LA RELATIVA TUTELA DELLA SALUTE
Viene legittimo sospettare che pur inconsapevolmente, in buona fede, in certi ambienti si possa risentire di una serie di una serie di dinamiche che nulla hanno a che vedere con la tutela della salute. Proviamo a fare qualche ipotesi: se un paziente ha un dolore addominale e il suo curante esclude una patologia acuta questo paziente non si recherà da uno specialista privato sborsando soldi per la prestazione? Altra ipotesi: forse un medico che assolve bene al proprio compito risulta inviso a qualcuno che veleggia sul mare piatto del minimo sindacale?
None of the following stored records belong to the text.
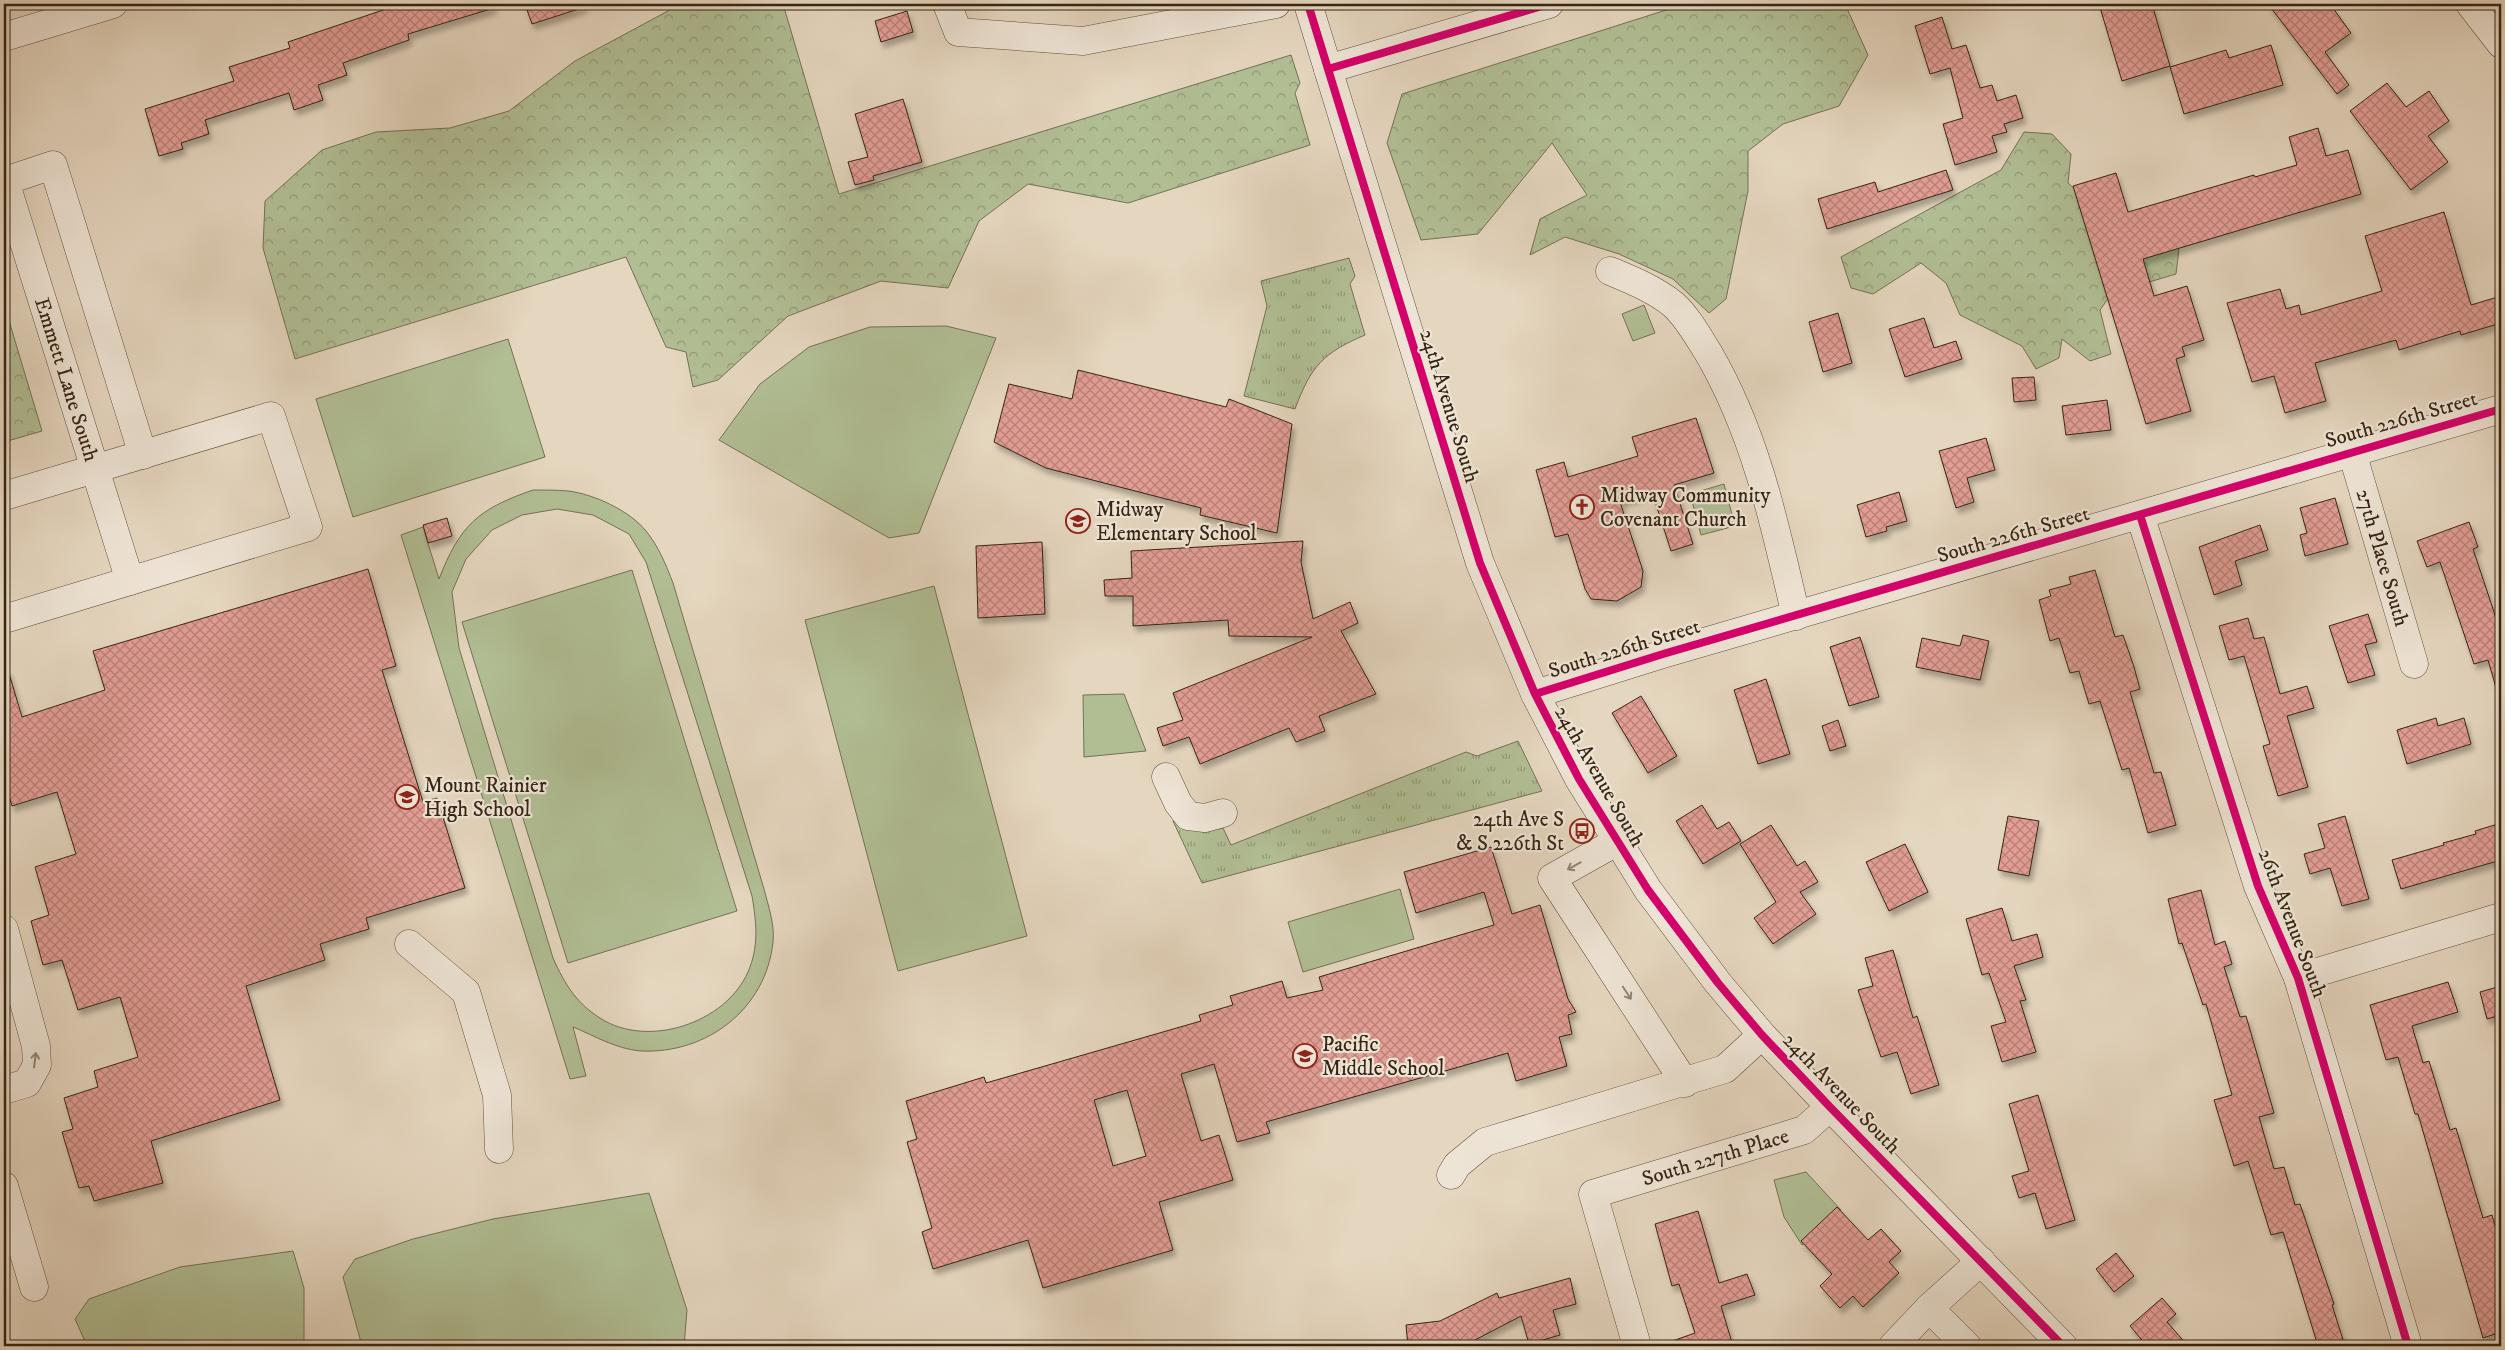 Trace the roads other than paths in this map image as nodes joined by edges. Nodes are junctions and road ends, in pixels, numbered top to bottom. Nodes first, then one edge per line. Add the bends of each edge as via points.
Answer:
1 (114, 4) edge
2 (947, 4) edge
3 (1276, 4) edge
4 (1308, 4) edge
5 (1549, 4) edge
6 (2470, 4) edge
7 (4, 37) edge
8 (2501, 44) edge
9 (1328, 69) junction
10 (4, 179) edge
11 (1610, 272) dead end
12 (2501, 408) edge
13 (2352, 452) junction
14 (143, 455) junction
15 (96, 469) junction
16 (4, 496) edge
17 (2140, 514) junction
18 (130, 581) junction
19 (1796, 616) junction
20 (4, 619) edge
21 (2414, 664) dead end
22 (1535, 694) junction
23 (1166, 778) dead end
24 (1223, 813) dead end
25 (1616, 842) junction
26 (2501, 916) edge
27 (4, 929) edge
28 (409, 944) dead end
29 (2298, 978) junction
30 (1762, 1035) junction
31 (1685, 1083) junction
32 (4, 1090) edge
33 (1830, 1107) junction
34 (499, 1149) dead end
35 (1451, 1175) dead end
36 (4, 1186) edge
37 (1981, 1261) junction
38 (34, 1287) dead end
39 (1929, 1308) junction
40 (1636, 1346) edge
41 (1892, 1346) edge
42 (1967, 1346) edge
43 (2063, 1346) edge
44 (2408, 1346) edge

1 - 7 street
2 - 3 street via 958,32 1083,40
4 - 9 street, 24th Avenue South
5 - 9 street
6 - 8 street
9 - 22 street, 24th Avenue South via 1465,518 1497,607
10 - 14 street via 53,165
10 - 15 street, Emmett Lane South
11 - 19 street via 1641,284 1674,305 1713,362 1730,394 1764,481
12 - 13 street, South 226th Street
13 - 17 street, South 226th Street
13 - 21 street, 27th Place South
14 - 15 street
14 - 18 street via 271,416 308,527
15 - 16 street
15 - 18 street, Emmett Lane South
17 - 19 street, South 226th Street
17 - 29 street, 26th Avenue South via 2258,886
18 - 20 street
19 - 22 street, South 226th Street
22 - 25 street, 24th Avenue South
23 - 24 street via 1188,816 1205,818
25 - 30 street, 24th Avenue South via 1682,937
25 -> 31 street via 1552,878
26 - 29 street
32 -> 27 street via 27,1082 37,1065 36,1046
28 - 34 street via 466,992 496,1095
29 - 44 street, 26th Avenue South
30 - 31 street via 1725,1070
30 - 33 street, 24th Avenue South
31 - 35 street via 1485,1142 1457,1165
33 - 37 street, 24th Avenue South
33 - 40 street, South 227th Place via 1804,1130 1593,1194
36 - 38 street
37 - 39 street
37 - 43 street, 24th Avenue South
39 - 41 street
39 - 42 street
A vederla dall’esterno questa vicenda risulta inspiegabile se si pensa che nell’accordo con la Regione queste prestazioni vengono recepite “in coerenza di un più appropriato livello di erogazione delle prestazioni in ragione dell’efficienza, dell’efficacia, della economicità, degli aspetti etici e deontologici” e poi continua: “l’aumento dell’offerta delle prestazioni diagnostiche di 1° livello contribuisce a garantire la risposta ai bisogni di salute dei cittadini specie di coloro che per motivi anagrafici o sanitari hanno sempre più difficoltà a rivolgersi a strutture di II° livello”. Cicerone era solito redarguire i zelanti di ogni specie con la massima: «Summum ius summa iniura», che sta a significare che le leggi e i regolamenti applicate ottusamente non servono la giustizia ma possono, al contrario, generare conseguenze opposte ai buoni propositi per cui sono state scritte. Il medico redarguito insieme a tutti i suoi colleghi potrebbe chiedere qual’è il tetto massimo rimborsabile ed informare i pazienti che dal raggiungimento di quel tetto tutte le prestazioni aggiuntive verranno erogate a pagamento o dovranno rivolgersi ad altre strutture: questa sarebbe la logica conclusione di tanta pedanteria. Ci auguriamo che la ragione ritorni al suo posto e che prevalga sempre e comunque l’interesse collettivo, soprattutto quello del malato, su qualunque altra dinamica si discosti da esso e soprattutto che i lavoratori volenterosi e capaci possano, in futuro, ottenere un riconoscimento vedendosi garantita la possibilità di svolgere serenamente il proprio lavoro, in particolare quello non retribuito.